Saved data entries:
* * * * *

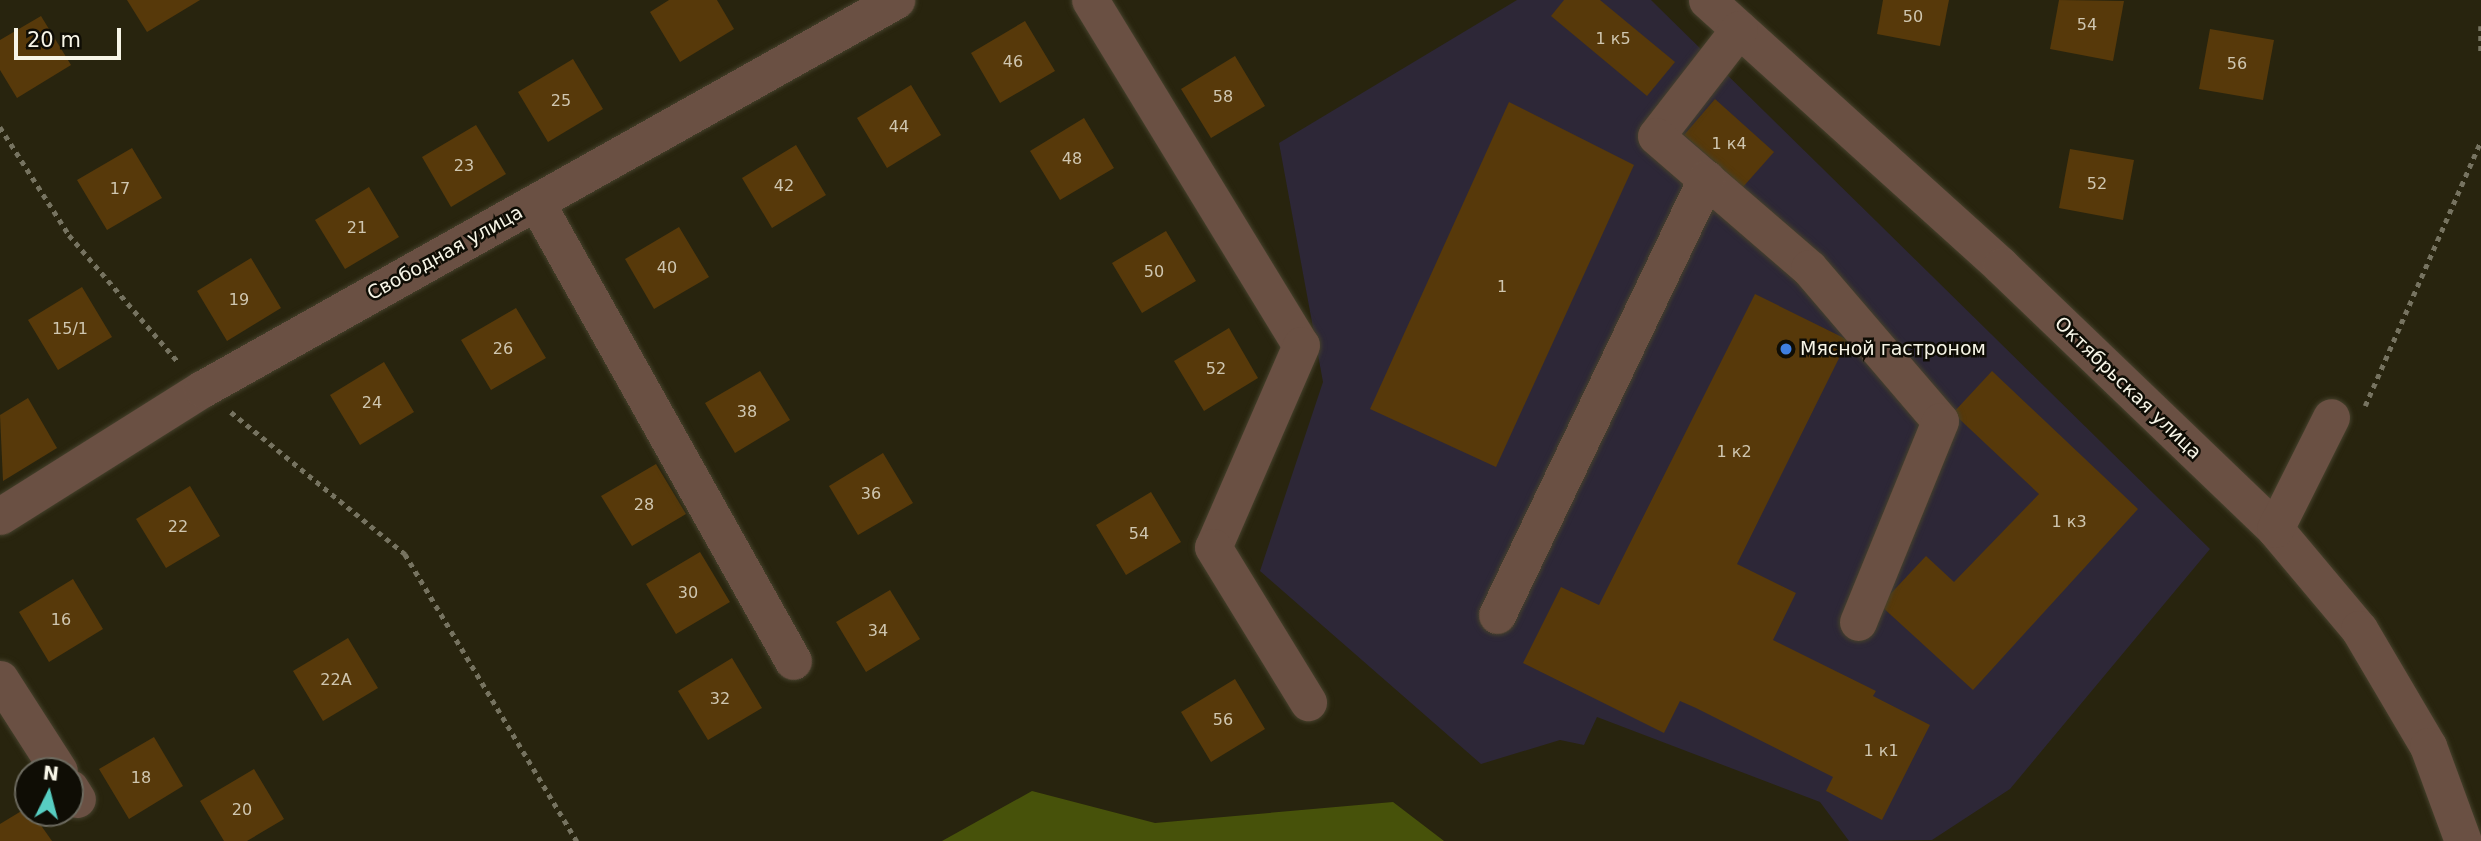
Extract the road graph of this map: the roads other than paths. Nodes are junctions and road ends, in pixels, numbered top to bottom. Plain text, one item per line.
1 (897, 0) edge
2 (1090, 0) edge
3 (1707, 0) edge
4 (1739, 29) junction
5 (1706, 178) junction
6 (536, 202) junction
7 (2331, 417) road end
8 (0, 516) edge
9 (2275, 529) junction
10 (1496, 615) dead end
11 (1858, 622) dead end
12 (793, 661) dead end
13 (0, 679) edge
14 (1308, 702) dead end
15 (50, 757) edge
16 (2463, 841) edge

1 - 6 street, Свободная улица
2 - 14 street
3 - 4 street, Октябрьская улица
4 - 5 street
4 - 9 street, Октябрьская улица
5 - 10 street
5 - 11 street
6 - 8 street, Свободная улица
6 - 12 street
7 - 9 street
9 - 16 street, Октябрьская улица
13 - 15 street

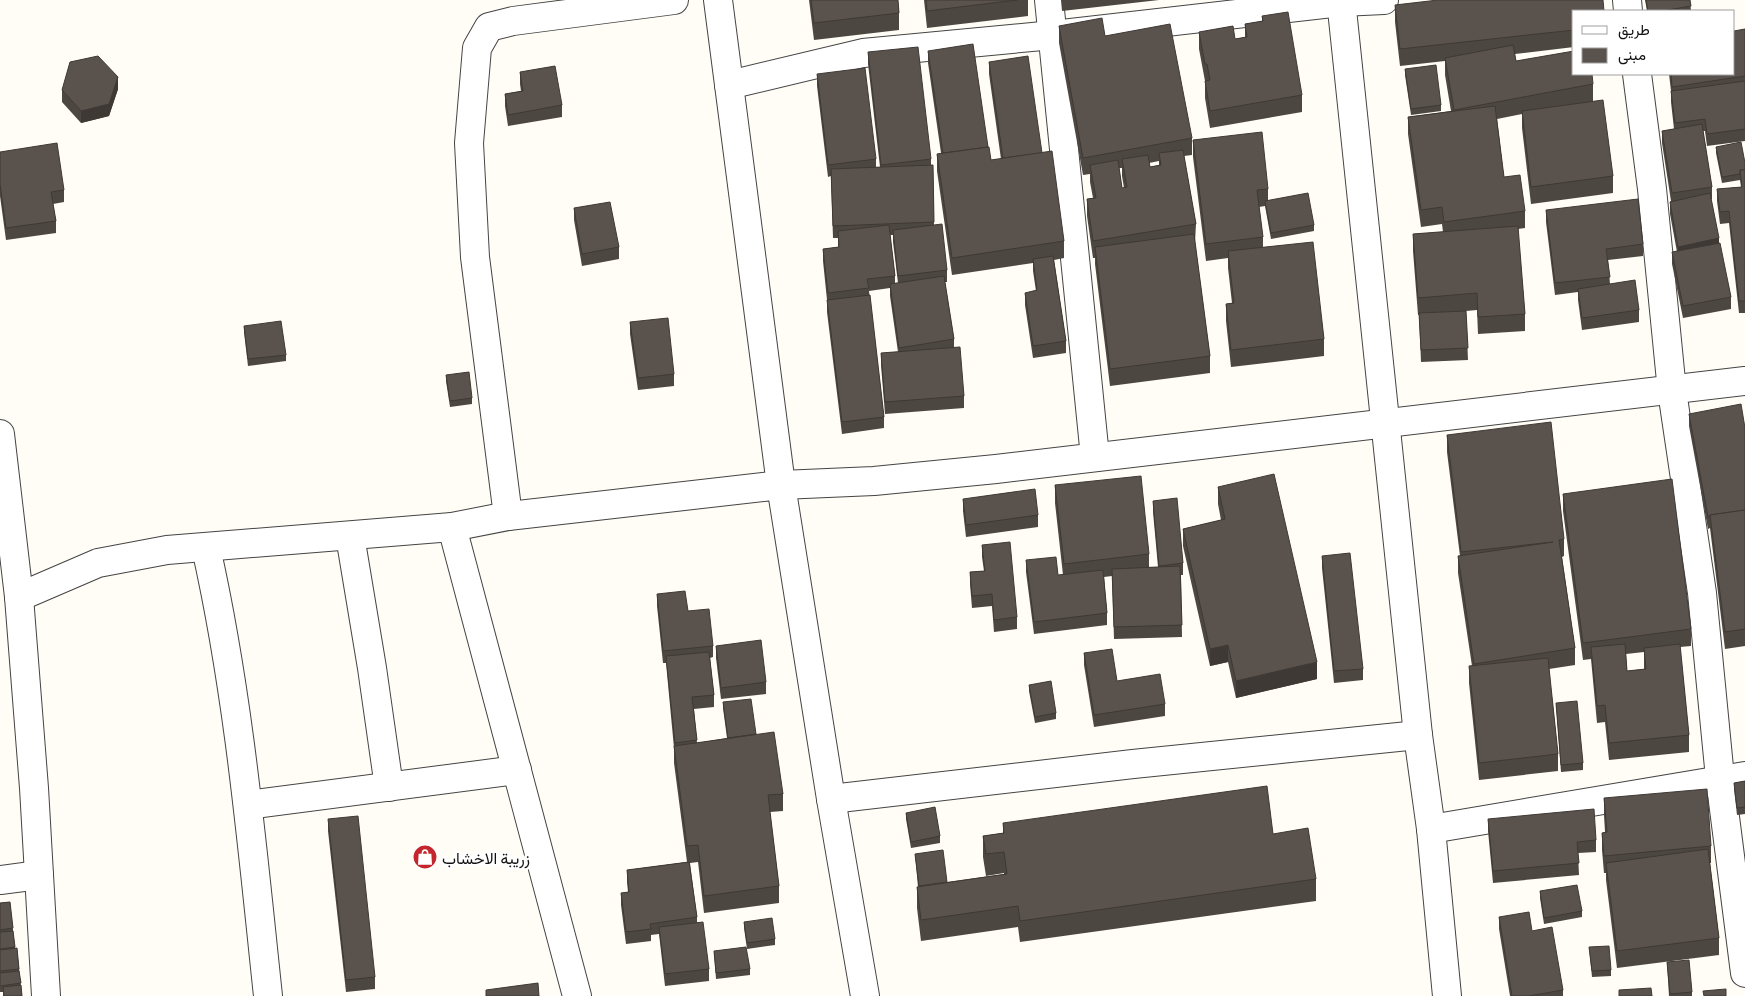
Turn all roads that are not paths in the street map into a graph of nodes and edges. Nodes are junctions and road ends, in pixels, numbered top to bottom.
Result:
1 (674, 0) edge
2 (718, 0) edge
3 (1049, 0) edge
4 (1384, 0) edge
5 (1341, 1) edge
6 (1053, 35) junction
7 (1637, 75) edge
8 (729, 85) junction
9 (1745, 381) edge
10 (1672, 391) junction
11 (1385, 423) junction
12 (0, 434) edge
13 (1096, 457) junction
14 (781, 485) junction
15 (508, 516) junction
16 (452, 527) junction
17 (350, 536) junction
18 (206, 548) junction
19 (19, 597) junction
20 (10, 627) edge
21 (1418, 735) junction
22 (517, 770) junction
23 (1733, 777) edge
24 (389, 787) junction
25 (831, 799) junction
26 (248, 805) junction
27 (1431, 828) junction
28 (39, 874) junction
29 (0, 880) edge
30 (1745, 973) edge
31 (46, 996) edge
32 (268, 996) edge
33 (577, 996) edge
34 (865, 996) edge
35 (1447, 996) edge

1 - 15 street
2 - 8 street
3 - 6 street
4 - 5 street
5 - 6 street
5 - 11 street
6 - 8 street
6 - 13 street
7 - 10 street
8 - 14 street
9 - 10 street
10 - 11 street
10 - 23 street
11 - 13 street
11 - 21 street
12 - 19 street
13 - 14 street
14 - 15 street
14 - 25 street
15 - 16 street
16 - 17 street
16 - 22 street
17 - 18 street
17 - 24 street
18 - 19 street
18 - 26 street
19 - 20 street
20 - 28 street
21 - 25 street
21 - 27 street
22 - 24 street
22 - 33 street
23 - 27 street
23 - 30 street
24 - 26 street
25 - 34 street
26 - 32 street
27 - 35 street
28 - 29 street
28 - 31 street

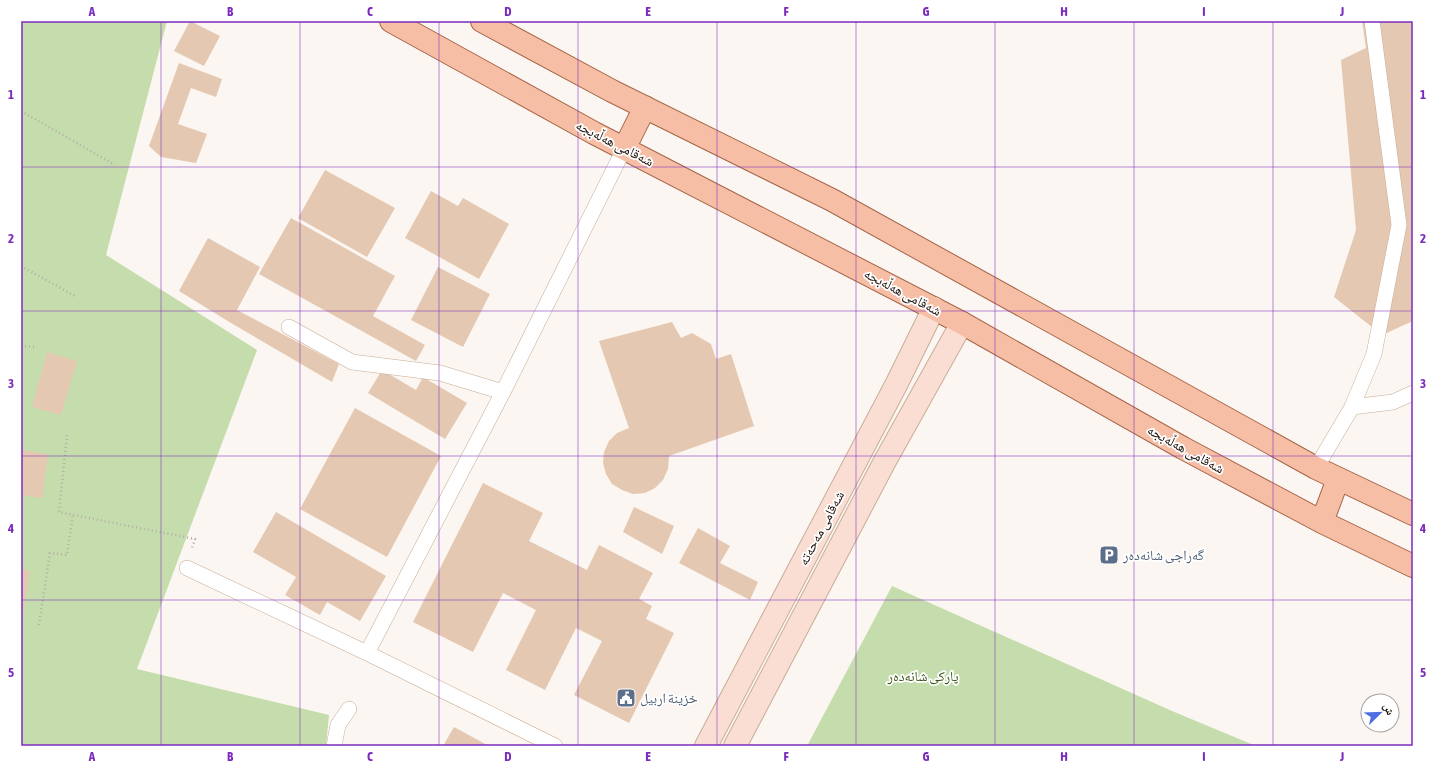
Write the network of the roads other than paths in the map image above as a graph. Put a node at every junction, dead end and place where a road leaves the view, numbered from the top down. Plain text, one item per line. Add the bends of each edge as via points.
1 (391, 21) edge
2 (482, 21) edge
3 (1372, 21) edge
4 (645, 107) junction
5 (625, 147) junction
6 (934, 308) junction
7 (962, 323) junction
8 (288, 327) dead end
9 (503, 392) junction
10 (1413, 392) edge
11 (1352, 407) junction
12 (1316, 468) junction
13 (1338, 479) junction
14 (1413, 514) edge
15 (1322, 522) junction
16 (1413, 566) edge
17 (187, 568) road end
18 (367, 653) junction
19 (349, 709) dead end
20 (334, 746) edge
21 (555, 746) edge
22 (706, 746) edge
23 (735, 746) edge

1 - 5 main road, شەقامی هەڵەبجە
2 - 4 main road
3 - 11 lane via 1399,225 1374,354
4 - 5 main road
4 - 12 main road via 832,200
5 - 6 main road, شەقامی هەڵەبجە
5 - 9 lane
6 - 7 main road, شەقامی هەڵەبجە
6 - 22 main road, شەقامی مەحەتە
7 - 15 main road, شەقامی هەڵەبجە via 1183,448
7 - 23 main road, شەقامی مەحەتە via 885,461
8 - 9 lane via 352,362 440,373
9 - 18 lane
10 - 11 lane via 1393,402
11 - 12 lane
12 - 13 main road
13 - 14 main road
13 - 15 main road
15 - 16 main road, شەقامی هەڵەبجە
17 - 18 lane
18 - 21 lane
19 - 20 lane via 338,725

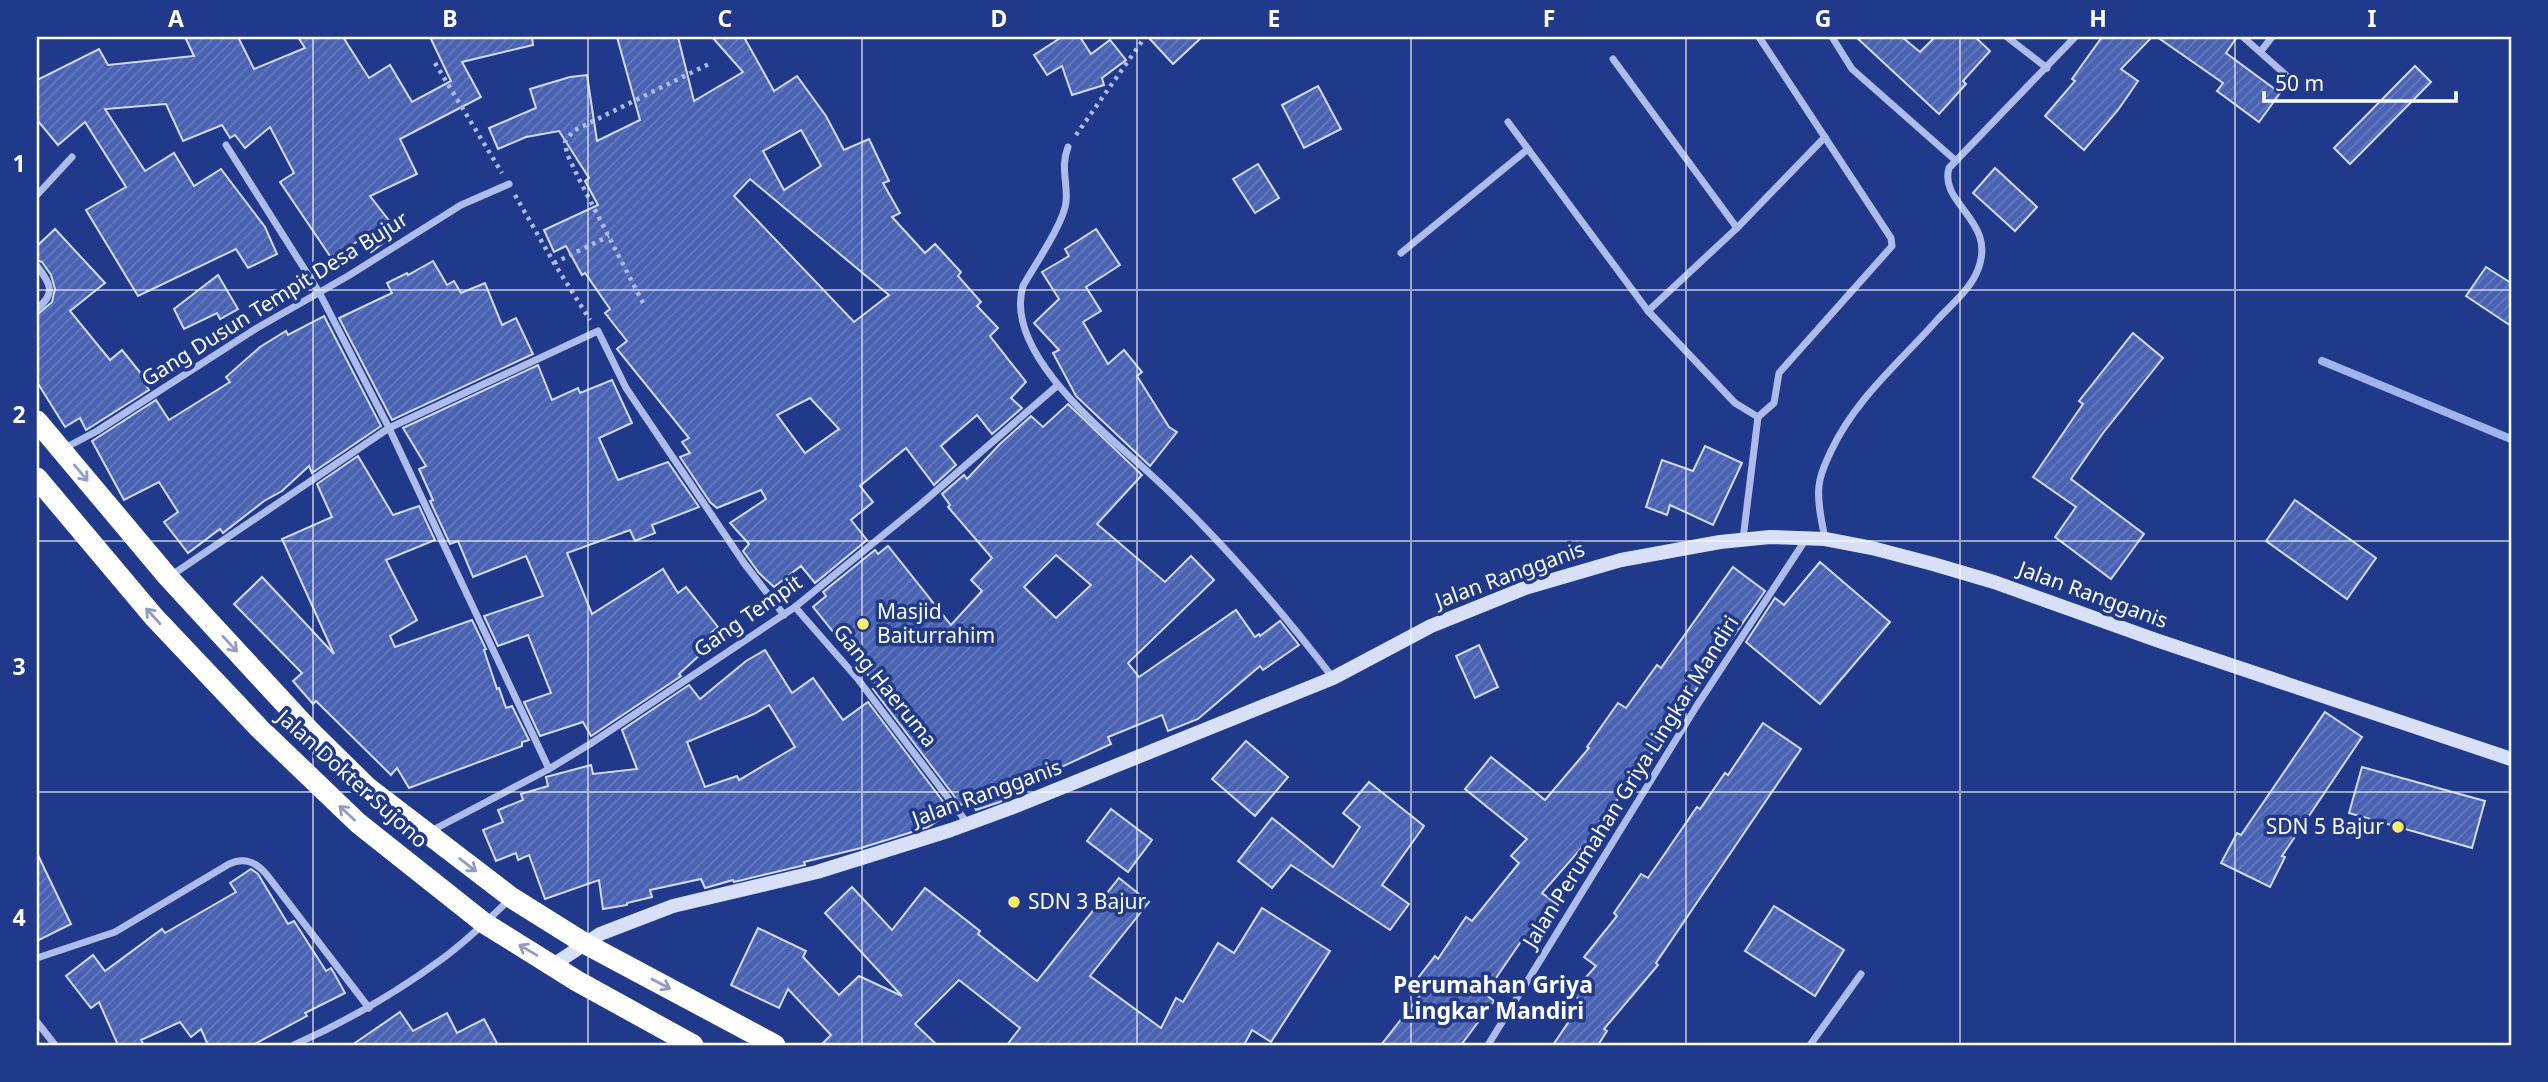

* * * * *

Your assignment:
What is needed is every entry above, repeated exactly, with the pictures dropped.

Answer box:
Extract the road graph of this map: the roads other than paths. Nodes are junctions and road ends, in pixels, numbered top to bottom. Plain text, one item per line.
1 (897, 0) edge
2 (1090, 0) edge
3 (1707, 0) edge
4 (1739, 29) junction
5 (1706, 178) junction
6 (536, 202) junction
7 (2331, 417) road end
8 (0, 516) edge
9 (2275, 529) junction
10 (1496, 615) dead end
11 (1858, 622) dead end
12 (793, 661) dead end
13 (0, 679) edge
14 (1308, 702) dead end
15 (50, 757) edge
16 (2463, 841) edge

1 - 6 street, Свободная улица
2 - 14 street
3 - 4 street, Октябрьская улица
4 - 5 street
4 - 9 street, Октябрьская улица
5 - 10 street
5 - 11 street
6 - 8 street, Свободная улица
6 - 12 street
7 - 9 street
9 - 16 street, Октябрьская улица
13 - 15 street

Turn all roads that are not paths in the street map into a graph of nodes and edges. Nodes are junctions and road ends, in pixels, numbered top to bottom.
Result:
1 (674, 0) edge
2 (718, 0) edge
3 (1049, 0) edge
4 (1384, 0) edge
5 (1341, 1) edge
6 (1053, 35) junction
7 (1637, 75) edge
8 (729, 85) junction
9 (1745, 381) edge
10 (1672, 391) junction
11 (1385, 423) junction
12 (0, 434) edge
13 (1096, 457) junction
14 (781, 485) junction
15 (508, 516) junction
16 (452, 527) junction
17 (350, 536) junction
18 (206, 548) junction
19 (19, 597) junction
20 (10, 627) edge
21 (1418, 735) junction
22 (517, 770) junction
23 (1733, 777) edge
24 (389, 787) junction
25 (831, 799) junction
26 (248, 805) junction
27 (1431, 828) junction
28 (39, 874) junction
29 (0, 880) edge
30 (1745, 973) edge
31 (46, 996) edge
32 (268, 996) edge
33 (577, 996) edge
34 (865, 996) edge
35 (1447, 996) edge

1 - 15 street
2 - 8 street
3 - 6 street
4 - 5 street
5 - 6 street
5 - 11 street
6 - 8 street
6 - 13 street
7 - 10 street
8 - 14 street
9 - 10 street
10 - 11 street
10 - 23 street
11 - 13 street
11 - 21 street
12 - 19 street
13 - 14 street
14 - 15 street
14 - 25 street
15 - 16 street
16 - 17 street
16 - 22 street
17 - 18 street
17 - 24 street
18 - 19 street
18 - 26 street
19 - 20 street
20 - 28 street
21 - 25 street
21 - 27 street
22 - 24 street
22 - 33 street
23 - 27 street
23 - 30 street
24 - 26 street
25 - 34 street
26 - 32 street
27 - 35 street
28 - 29 street
28 - 31 street

Write the network of the roads other than paths in the map image above as a graph. Put a node at every junction, dead end and place where a road leaves the view, numbered from the top down. Plain text, one item per line. Add the bends of each edge as via points.
1 (391, 21) edge
2 (482, 21) edge
3 (1372, 21) edge
4 (645, 107) junction
5 (625, 147) junction
6 (934, 308) junction
7 (962, 323) junction
8 (288, 327) dead end
9 (503, 392) junction
10 (1413, 392) edge
11 (1352, 407) junction
12 (1316, 468) junction
13 (1338, 479) junction
14 (1413, 514) edge
15 (1322, 522) junction
16 (1413, 566) edge
17 (187, 568) road end
18 (367, 653) junction
19 (349, 709) dead end
20 (334, 746) edge
21 (555, 746) edge
22 (706, 746) edge
23 (735, 746) edge

1 - 5 main road, شەقامی هەڵەبجە
2 - 4 main road
3 - 11 lane via 1399,225 1374,354
4 - 5 main road
4 - 12 main road via 832,200
5 - 6 main road, شەقامی هەڵەبجە
5 - 9 lane
6 - 7 main road, شەقامی هەڵەبجە
6 - 22 main road, شەقامی مەحەتە
7 - 15 main road, شەقامی هەڵەبجە via 1183,448
7 - 23 main road, شەقامی مەحەتە via 885,461
8 - 9 lane via 352,362 440,373
9 - 18 lane
10 - 11 lane via 1393,402
11 - 12 lane
12 - 13 main road
13 - 14 main road
13 - 15 main road
15 - 16 main road, شەقامی هەڵەبجە
17 - 18 lane
18 - 21 lane
19 - 20 lane via 338,725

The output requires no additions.